= Atintanians =

People of ancient Epirus or Illyria

Atintanes or Atintanians (Ἀτιντᾶνες, Atintánes or Ἀτιντᾶνιοι, Atintánioi; Atintanii) was an ancient tribe that dwelled in the borderlands between Epirus and Illyria, in an inland region which was called Atintania. They have been described as either an Epirote tribe that belonged to the northwestern Greek group, or as an Illyrian tribe. They were occasionally subordinate to the Molossians.

==Name==
The suffix -anes is quite typical in north-western Doric Greek and is found in several ethnonyms in Epirus (Arktanes, Athamanes, Talaianes etc.) but is also found in other Greek regions apart from Epirus. A. J. Toynbee argues that the suffix -anes perhaps suggests that the name Atintanes may have been of Greek origin. He also states that they gave the Greeks their name for the Titanes, a race of giants in mythology. Toynbee has linked their name to the tribal ethnikon Tyntenoi attested in coinage and inscriptions, while N.G.L Hammond has argued that it is linked to the Illyrian Atintani as according to him Tyntenoi is an Ionic form of Atintani. The ending -anes in Doric Greek (-enes in Ionic) is a typical feature in the name of various Doric tribes that participated in the migrations of the Greek Dark Ages (1100-800 B.C.) with many of them originating from Epirus.

==Language==
According to Filos (2017), there is an overall consensus in scholarship that the Greek-speaking population of Epirus, including the Atintanes, spoke a Northwestern Doric variety similar to that spoken by several neighbouring peoples of central and western Greece. Papamichail (2020) states that a number of variation existed in the speech of those tribes nevertheless their language was based on Doric Greek. N. G. L. Hammond (1977), who proposed the existence of two distinct homonymous tribes – the Epirotic Atintanes and the Illyrian Atintani, stated that the Epirotic Atintanes spoke Greek at least from the time of the Dorian invasion as the rest of the Doric tribes that share the common suffix -anes in their name. Marjeta Šašel Kos (2005) has argued that the Atintanes spoke a language similar to other southern Illyrian tribes which acquired a certain degree of Hellenization through contact with their Greek neighbours, she also argued (2002) that they were conceivably closely associated in terms of language with those tribes.

==Ancient sources==
The Atintanes are mentioned in classical antiquity by Thucydides (2.80.6), Pseudo-Skylax (26), Pseudo-Aristotle (Mir. 833a 9), Lycophron (Alexandra 1042–1046), Polybius (2.5; 11.11; 7.9.13), Strabo (7.7.8 Baladié), Livy (27.30.13; 29.12.13; 45.30.7), Appian (Illyrike 7–8), Polyaenus (4.11.4), Stephanus of Byzantium (s.v. Ἀτιντάνία) and on a 4th-century B.C. inscription from Dodona (SGDI 1336). They are reported on the above ancient sources in the historical context of the Peloponnesian War, the Roman-Illyrian Wars, the first Roman-Macedonian War, and the 167 BC Roman settlement of Macedonia.
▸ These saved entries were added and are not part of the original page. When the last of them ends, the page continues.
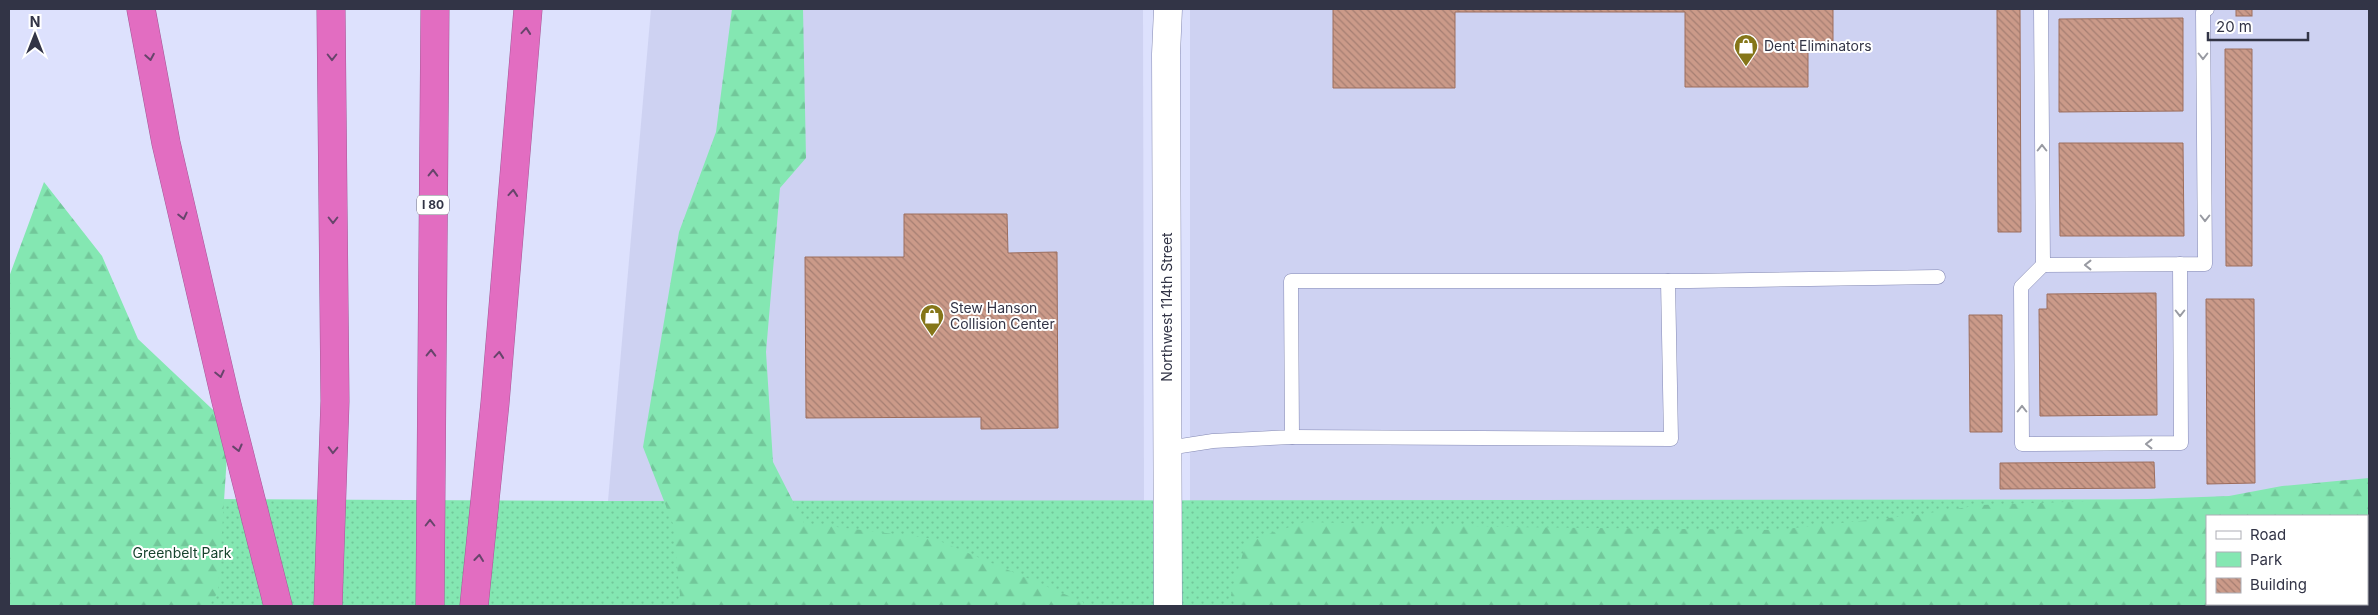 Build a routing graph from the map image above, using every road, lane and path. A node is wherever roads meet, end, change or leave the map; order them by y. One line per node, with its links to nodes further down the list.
1 (141, 9): 14 (highway, one-way to 14)
2 (331, 9): 15 (highway, one-way to 15)
3 (436, 9): 16 (highway, I 80, one-way to 3)
4 (528, 9): 17 (highway, one-way to 4)
5 (1168, 9): 13 (street, Northwest 114th Street)
6 (2041, 9): 9 (lane, one-way to 6)
7 (2207, 9): 8 (lane, one-way to 8)
8 (2180, 264): 9 (lane, one-way to 9); 9 (lane, one-way to 9)
9 (2043, 265)
10 (1938, 277): 11 (lane)
11 (1668, 281): 12 (lane); 12 (lane)
12 (1292, 437): 13 (lane)
13 (1168, 448): 18 (street, Northwest 114th Street)
14 (278, 606)
15 (328, 606)
16 (430, 606)
17 (474, 606)
18 (1168, 606) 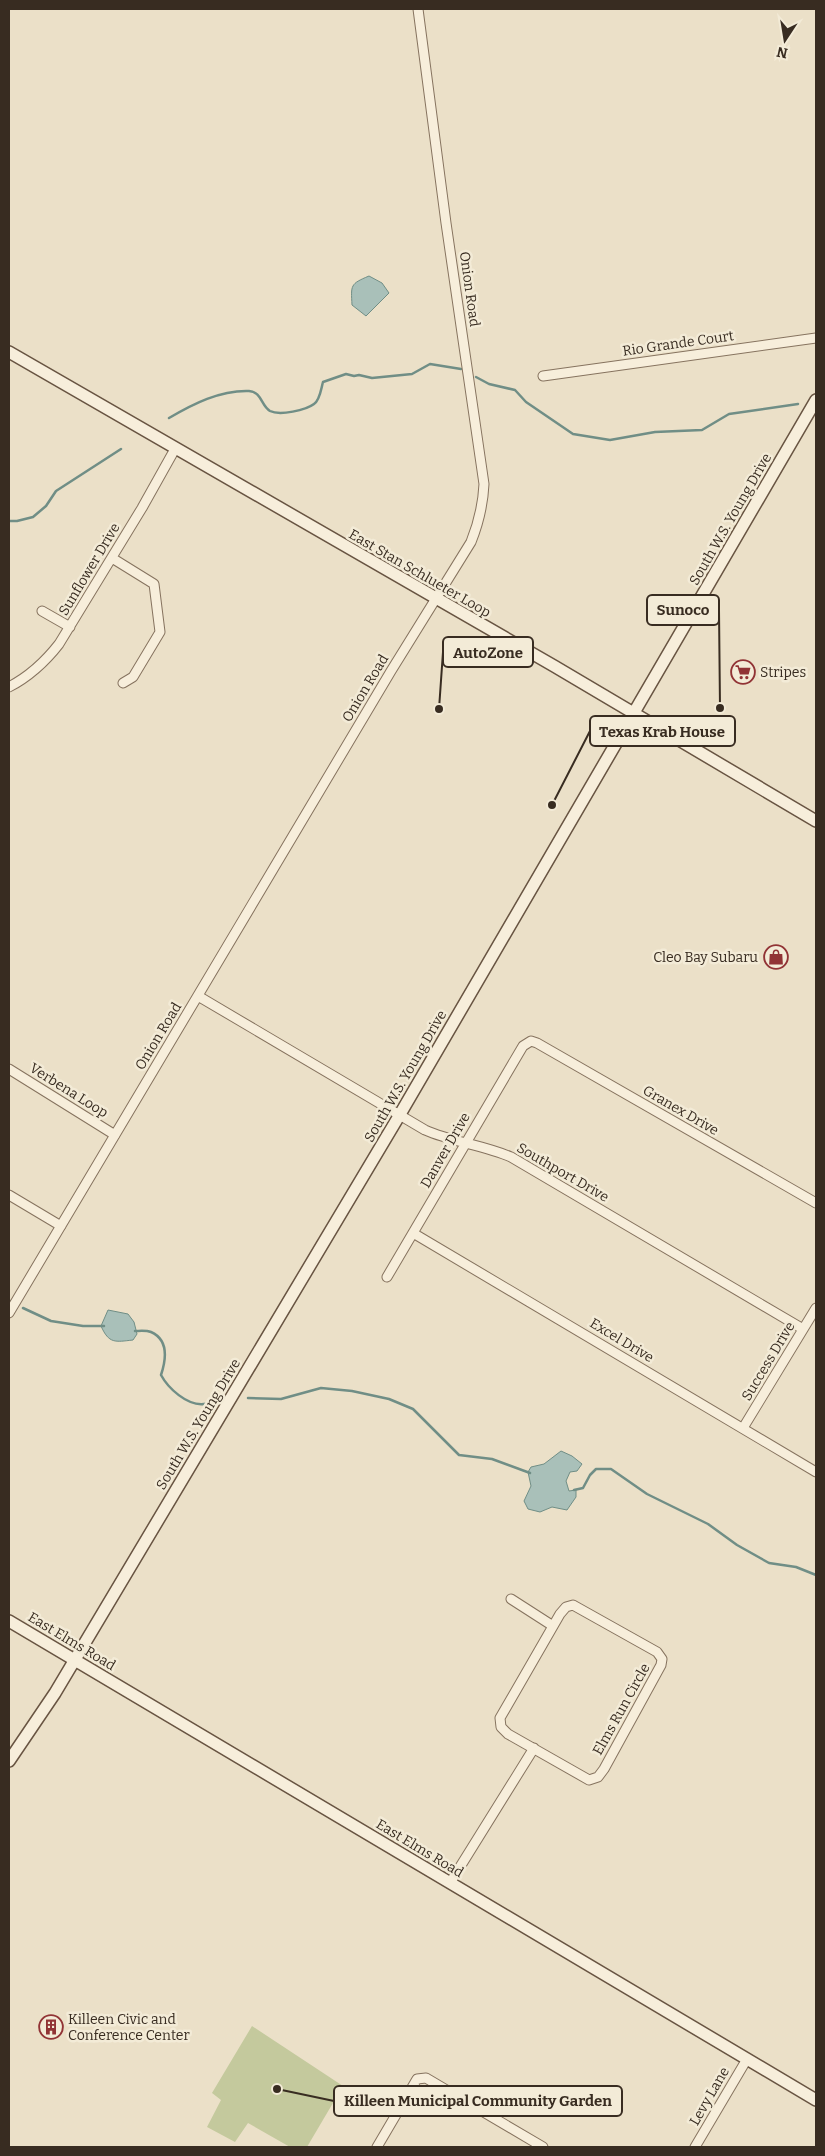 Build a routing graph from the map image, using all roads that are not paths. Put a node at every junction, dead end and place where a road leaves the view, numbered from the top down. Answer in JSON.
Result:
{"nodes":[{"id":1,"x":418,"y":9,"type":"edge"},
{"id":2,"x":816,"y":338,"type":"edge"},
{"id":3,"x":9,"y":352,"type":"edge"},
{"id":4,"x":543,"y":376,"type":"dead end"},
{"id":5,"x":816,"y":400,"type":"edge"},
{"id":6,"x":175,"y":449,"type":"junction"},
{"id":7,"x":112,"y":558,"type":"junction"},
{"id":8,"x":436,"y":600,"type":"junction"},
{"id":9,"x":42,"y":611,"type":"dead end"},
{"id":10,"x":70,"y":628,"type":"junction"},
{"id":11,"x":123,"y":683,"type":"dead end"},
{"id":12,"x":9,"y":687,"type":"edge"},
{"id":13,"x":635,"y":714,"type":"junction"},
{"id":14,"x":816,"y":821,"type":"edge"},
{"id":15,"x":198,"y":996,"type":"junction"},
{"id":16,"x":531,"y":1041,"type":"joint"},
{"id":17,"x":9,"y":1069,"type":"edge"},
{"id":18,"x":399,"y":1116,"type":"junction"},
{"id":19,"x":115,"y":1135,"type":"junction"},
{"id":20,"x":465,"y":1143,"type":"junction"},
{"id":21,"x":9,"y":1195,"type":"edge"},
{"id":22,"x":816,"y":1204,"type":"edge"},
{"id":23,"x":61,"y":1226,"type":"junction"},
{"id":24,"x":413,"y":1233,"type":"junction"},
{"id":25,"x":387,"y":1277,"type":"dead end"},
{"id":26,"x":816,"y":1308,"type":"edge"},
{"id":27,"x":9,"y":1314,"type":"edge"},
{"id":28,"x":803,"y":1329,"type":"junction"},
{"id":29,"x":743,"y":1428,"type":"junction"},
{"id":30,"x":816,"y":1472,"type":"edge"},
{"id":31,"x":511,"y":1599,"type":"dead end"},
{"id":32,"x":9,"y":1621,"type":"edge"},
{"id":33,"x":553,"y":1626,"type":"junction"},
{"id":34,"x":74,"y":1661,"type":"junction"},
{"id":35,"x":534,"y":1748,"type":"junction"},
{"id":36,"x":9,"y":1761,"type":"edge"},
{"id":37,"x":450,"y":1883,"type":"junction"},
{"id":38,"x":747,"y":2059,"type":"junction"},
{"id":39,"x":816,"y":2100,"type":"edge"},
{"id":40,"x":377,"y":2147,"type":"edge"},
{"id":41,"x":543,"y":2147,"type":"edge"},
{"id":42,"x":695,"y":2147,"type":"edge"}],
"edges":[{"from":1,"to":8,"type":"street","name":"Onion Road"},
{"from":2,"to":4,"type":"street","name":"Rio Grande Court"},
{"from":3,"to":6,"type":"main road","name":"East Stan Schlueter Loop"},
{"from":5,"to":13,"type":"main road","name":"South W.S. Young Drive"},
{"from":6,"to":7,"type":"street","name":"Sunflower Drive"},
{"from":6,"to":8,"type":"main road","name":"East Stan Schlueter Loop"},
{"from":7,"to":10,"type":"street","name":"Sunflower Drive"},
{"from":7,"to":11,"type":"street"},
{"from":8,"to":13,"type":"main road","name":"East Stan Schlueter Loop"},
{"from":8,"to":15,"type":"street","name":"Onion Road"},
{"from":9,"to":10,"type":"street"},
{"from":10,"to":12,"type":"street","name":"Sunflower Drive"},
{"from":13,"to":14,"type":"main road","name":"East Stan Schlueter Loop"},
{"from":13,"to":18,"type":"main road","name":"South W.S. Young Drive"},
{"from":15,"to":18,"type":"street","name":"Southport Drive"},
{"from":15,"to":19,"type":"street","name":"Onion Road"},
{"from":16,"to":20,"type":"street","name":"Danver Drive"},
{"from":16,"to":22,"type":"street","name":"Granex Drive"},
{"from":17,"to":19,"type":"street","name":"Verbena Loop"},
{"from":18,"to":20,"type":"street","name":"Southport Drive"},
{"from":18,"to":34,"type":"main road","name":"South W.S. Young Drive"},
{"from":19,"to":23,"type":"street","name":"Onion Road"},
{"from":20,"to":24,"type":"street","name":"Danver Drive"},
{"from":20,"to":28,"type":"street","name":"Southport Drive"},
{"from":21,"to":23,"type":"street"},
{"from":23,"to":27,"type":"street","name":"Onion Road"},
{"from":24,"to":25,"type":"street","name":"Danver Drive"},
{"from":24,"to":29,"type":"street","name":"Excel Drive"},
{"from":26,"to":28,"type":"street","name":"Success Drive"},
{"from":28,"to":29,"type":"street","name":"Success Drive"},
{"from":29,"to":30,"type":"street","name":"Excel Drive"},
{"from":31,"to":33,"type":"street"},
{"from":32,"to":34,"type":"main road","name":"East Elms Road"},
{"from":33,"to":35,"type":"street","name":"Elms Run Circle"},
{"from":33,"to":35,"type":"street","name":"Elms Run Circle"},
{"from":34,"to":36,"type":"main road","name":"South W.S. Young Drive"},
{"from":34,"to":37,"type":"main road","name":"East Elms Road"},
{"from":35,"to":37,"type":"street"},
{"from":37,"to":38,"type":"main road","name":"East Elms Road"},
{"from":38,"to":39,"type":"main road","name":"East Elms Road"},
{"from":38,"to":42,"type":"street","name":"Levy Lane"},
{"from":40,"to":41,"type":"street"}]}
Thucydides (5th century BC), describing the Acarnanian campaign of 429 B.C., lists the Epirote forces; among them the Atintantes, as well as the Chaones, Thesprotians, Molossians, Paravaii, and Orestae, as "barbarians" living north-west from the Greek lands. They are listed along with the Molossians under the same commander, one Sabylinthos. Thucydides depicts a clear distinction between the Hellenic contingents and the barbarian forces, while Macedonian troops are mentioned immediately after the list of the barbarian forces. It has been suggested that the Atintanes are mentioned as "barbarians" not in the sense that their culture, customs or behavior were in diametrical opposition to Greek norms but rather because of their seemingly more primitive way of life marked them as "failed Greeks". The Periplus of Pseudo-Scylax (4th century BC) locates the Atintanes inland in contact with the Amantes and the Chaonians to their west and the area of Idonia (by some authors interpreted as Dodonia) to their south. The poem Alexandra by Lycophron (3rd century BC) locates the land of the Atintanes near the city of Amantia, which corresponds to the hinterland of Apollonia. Strabo (1st century BC – 1st century AD) based on Hecateus' account (6th century BC) listed them among the fourteen Epirote tribes, drawing a border between them and the Illyrians to the north.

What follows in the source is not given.